The task: Which lines of the data below contain "Tehachapi"? Please show them all.

Dataset records:
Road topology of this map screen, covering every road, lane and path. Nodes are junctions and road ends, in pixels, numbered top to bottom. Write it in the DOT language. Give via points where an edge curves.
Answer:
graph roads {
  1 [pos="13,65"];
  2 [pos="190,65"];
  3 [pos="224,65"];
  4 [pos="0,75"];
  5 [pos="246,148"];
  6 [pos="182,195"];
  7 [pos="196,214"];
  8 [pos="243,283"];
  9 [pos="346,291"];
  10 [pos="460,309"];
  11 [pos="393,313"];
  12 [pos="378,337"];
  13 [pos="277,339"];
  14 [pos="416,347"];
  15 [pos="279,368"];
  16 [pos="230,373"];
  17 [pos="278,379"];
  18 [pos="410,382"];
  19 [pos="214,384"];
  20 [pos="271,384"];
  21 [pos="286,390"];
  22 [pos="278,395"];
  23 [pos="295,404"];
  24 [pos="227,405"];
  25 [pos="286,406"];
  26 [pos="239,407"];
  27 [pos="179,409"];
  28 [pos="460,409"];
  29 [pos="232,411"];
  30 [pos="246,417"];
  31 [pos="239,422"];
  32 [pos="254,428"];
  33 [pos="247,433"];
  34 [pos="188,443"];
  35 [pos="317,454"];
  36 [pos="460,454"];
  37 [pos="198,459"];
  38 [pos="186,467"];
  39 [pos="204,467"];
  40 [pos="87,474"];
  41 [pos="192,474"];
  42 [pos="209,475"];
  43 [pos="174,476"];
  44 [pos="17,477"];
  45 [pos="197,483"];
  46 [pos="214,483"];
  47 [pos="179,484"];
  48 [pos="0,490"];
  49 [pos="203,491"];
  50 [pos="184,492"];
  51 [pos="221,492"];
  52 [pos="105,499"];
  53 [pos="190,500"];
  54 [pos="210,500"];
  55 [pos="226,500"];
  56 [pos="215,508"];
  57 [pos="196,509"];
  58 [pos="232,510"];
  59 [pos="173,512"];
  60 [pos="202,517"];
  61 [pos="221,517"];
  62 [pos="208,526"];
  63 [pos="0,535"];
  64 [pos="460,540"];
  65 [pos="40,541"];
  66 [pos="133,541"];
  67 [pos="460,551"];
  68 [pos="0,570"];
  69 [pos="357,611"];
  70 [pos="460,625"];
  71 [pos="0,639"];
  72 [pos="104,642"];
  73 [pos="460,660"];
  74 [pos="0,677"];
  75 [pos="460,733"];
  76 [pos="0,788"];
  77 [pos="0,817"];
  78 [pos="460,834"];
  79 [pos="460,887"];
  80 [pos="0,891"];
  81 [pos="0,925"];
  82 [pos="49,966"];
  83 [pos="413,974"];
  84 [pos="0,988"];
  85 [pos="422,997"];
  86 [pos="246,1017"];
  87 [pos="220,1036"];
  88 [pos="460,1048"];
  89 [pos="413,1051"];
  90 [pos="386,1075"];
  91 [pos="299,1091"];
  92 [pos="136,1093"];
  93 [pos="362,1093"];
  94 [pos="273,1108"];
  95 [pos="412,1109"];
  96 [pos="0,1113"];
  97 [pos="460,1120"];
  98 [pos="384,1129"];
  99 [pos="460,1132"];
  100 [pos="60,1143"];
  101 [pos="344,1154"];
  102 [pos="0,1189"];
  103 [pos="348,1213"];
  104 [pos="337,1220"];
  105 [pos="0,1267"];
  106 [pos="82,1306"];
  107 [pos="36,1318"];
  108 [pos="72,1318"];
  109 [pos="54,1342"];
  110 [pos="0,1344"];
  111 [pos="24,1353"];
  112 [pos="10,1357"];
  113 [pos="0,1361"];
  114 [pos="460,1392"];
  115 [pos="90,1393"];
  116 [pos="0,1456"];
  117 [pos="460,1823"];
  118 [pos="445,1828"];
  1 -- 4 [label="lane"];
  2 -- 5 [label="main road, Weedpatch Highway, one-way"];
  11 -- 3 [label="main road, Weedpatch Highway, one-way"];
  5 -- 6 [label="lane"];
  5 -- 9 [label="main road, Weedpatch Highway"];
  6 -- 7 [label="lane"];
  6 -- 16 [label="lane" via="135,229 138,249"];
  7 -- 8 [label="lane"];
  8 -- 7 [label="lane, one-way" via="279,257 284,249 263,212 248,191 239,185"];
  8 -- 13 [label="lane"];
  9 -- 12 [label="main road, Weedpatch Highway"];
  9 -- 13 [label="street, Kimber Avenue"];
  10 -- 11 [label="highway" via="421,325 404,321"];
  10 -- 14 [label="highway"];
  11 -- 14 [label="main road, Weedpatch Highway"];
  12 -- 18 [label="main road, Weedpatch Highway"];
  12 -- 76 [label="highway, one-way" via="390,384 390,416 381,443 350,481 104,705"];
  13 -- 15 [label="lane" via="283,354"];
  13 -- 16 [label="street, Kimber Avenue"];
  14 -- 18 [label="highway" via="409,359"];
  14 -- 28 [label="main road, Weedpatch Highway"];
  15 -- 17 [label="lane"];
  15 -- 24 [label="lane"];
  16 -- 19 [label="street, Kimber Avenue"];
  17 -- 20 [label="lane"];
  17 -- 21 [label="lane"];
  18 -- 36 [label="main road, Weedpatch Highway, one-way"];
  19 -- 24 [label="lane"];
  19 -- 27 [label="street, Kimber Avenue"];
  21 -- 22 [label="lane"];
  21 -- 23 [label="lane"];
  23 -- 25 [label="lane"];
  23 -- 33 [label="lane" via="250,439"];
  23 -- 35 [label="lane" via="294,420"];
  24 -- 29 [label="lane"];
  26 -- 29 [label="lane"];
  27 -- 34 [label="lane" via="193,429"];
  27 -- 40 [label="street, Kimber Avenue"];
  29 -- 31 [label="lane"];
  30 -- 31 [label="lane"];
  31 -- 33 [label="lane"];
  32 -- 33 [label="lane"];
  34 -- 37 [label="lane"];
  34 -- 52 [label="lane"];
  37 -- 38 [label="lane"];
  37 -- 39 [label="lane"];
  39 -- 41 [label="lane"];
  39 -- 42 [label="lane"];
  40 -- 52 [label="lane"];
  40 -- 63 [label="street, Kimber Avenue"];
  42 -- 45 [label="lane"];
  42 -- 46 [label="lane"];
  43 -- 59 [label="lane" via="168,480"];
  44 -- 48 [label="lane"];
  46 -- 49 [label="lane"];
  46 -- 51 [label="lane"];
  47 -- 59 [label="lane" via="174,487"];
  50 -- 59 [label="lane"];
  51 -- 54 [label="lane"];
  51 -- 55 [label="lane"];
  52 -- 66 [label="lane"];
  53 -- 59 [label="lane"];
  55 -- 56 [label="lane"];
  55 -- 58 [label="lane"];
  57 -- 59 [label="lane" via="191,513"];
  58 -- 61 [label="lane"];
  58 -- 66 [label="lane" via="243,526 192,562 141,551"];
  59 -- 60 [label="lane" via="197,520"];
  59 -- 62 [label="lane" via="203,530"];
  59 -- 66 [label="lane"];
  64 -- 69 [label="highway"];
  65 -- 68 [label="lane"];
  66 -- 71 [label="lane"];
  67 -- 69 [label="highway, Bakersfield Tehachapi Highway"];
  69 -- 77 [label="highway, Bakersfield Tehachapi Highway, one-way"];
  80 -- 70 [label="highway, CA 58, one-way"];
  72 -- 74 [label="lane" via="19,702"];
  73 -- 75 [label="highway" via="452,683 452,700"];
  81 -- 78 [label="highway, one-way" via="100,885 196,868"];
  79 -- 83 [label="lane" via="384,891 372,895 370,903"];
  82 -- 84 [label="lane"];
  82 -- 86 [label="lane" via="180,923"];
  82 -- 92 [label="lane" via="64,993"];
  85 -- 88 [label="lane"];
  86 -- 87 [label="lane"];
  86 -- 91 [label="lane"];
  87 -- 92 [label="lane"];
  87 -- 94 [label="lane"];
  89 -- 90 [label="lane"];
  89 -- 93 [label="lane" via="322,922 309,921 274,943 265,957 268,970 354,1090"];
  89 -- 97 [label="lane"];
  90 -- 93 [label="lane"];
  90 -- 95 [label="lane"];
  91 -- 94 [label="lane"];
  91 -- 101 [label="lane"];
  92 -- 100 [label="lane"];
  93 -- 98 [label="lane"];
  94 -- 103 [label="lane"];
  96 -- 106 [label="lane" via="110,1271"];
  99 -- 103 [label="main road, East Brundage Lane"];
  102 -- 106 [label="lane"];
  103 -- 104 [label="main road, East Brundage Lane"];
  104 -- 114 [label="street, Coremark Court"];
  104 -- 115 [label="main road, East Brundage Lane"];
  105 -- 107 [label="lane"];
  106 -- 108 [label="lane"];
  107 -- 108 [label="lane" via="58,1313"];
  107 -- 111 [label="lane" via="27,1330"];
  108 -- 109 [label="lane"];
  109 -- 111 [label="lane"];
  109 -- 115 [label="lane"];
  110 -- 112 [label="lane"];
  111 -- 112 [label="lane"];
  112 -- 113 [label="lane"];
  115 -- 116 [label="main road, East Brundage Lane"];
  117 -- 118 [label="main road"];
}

Response to the exercise:
  67 -- 69 [label="highway, Bakersfield Tehachapi Highway"];
  69 -- 77 [label="highway, Bakersfield Tehachapi Highway, one-way"];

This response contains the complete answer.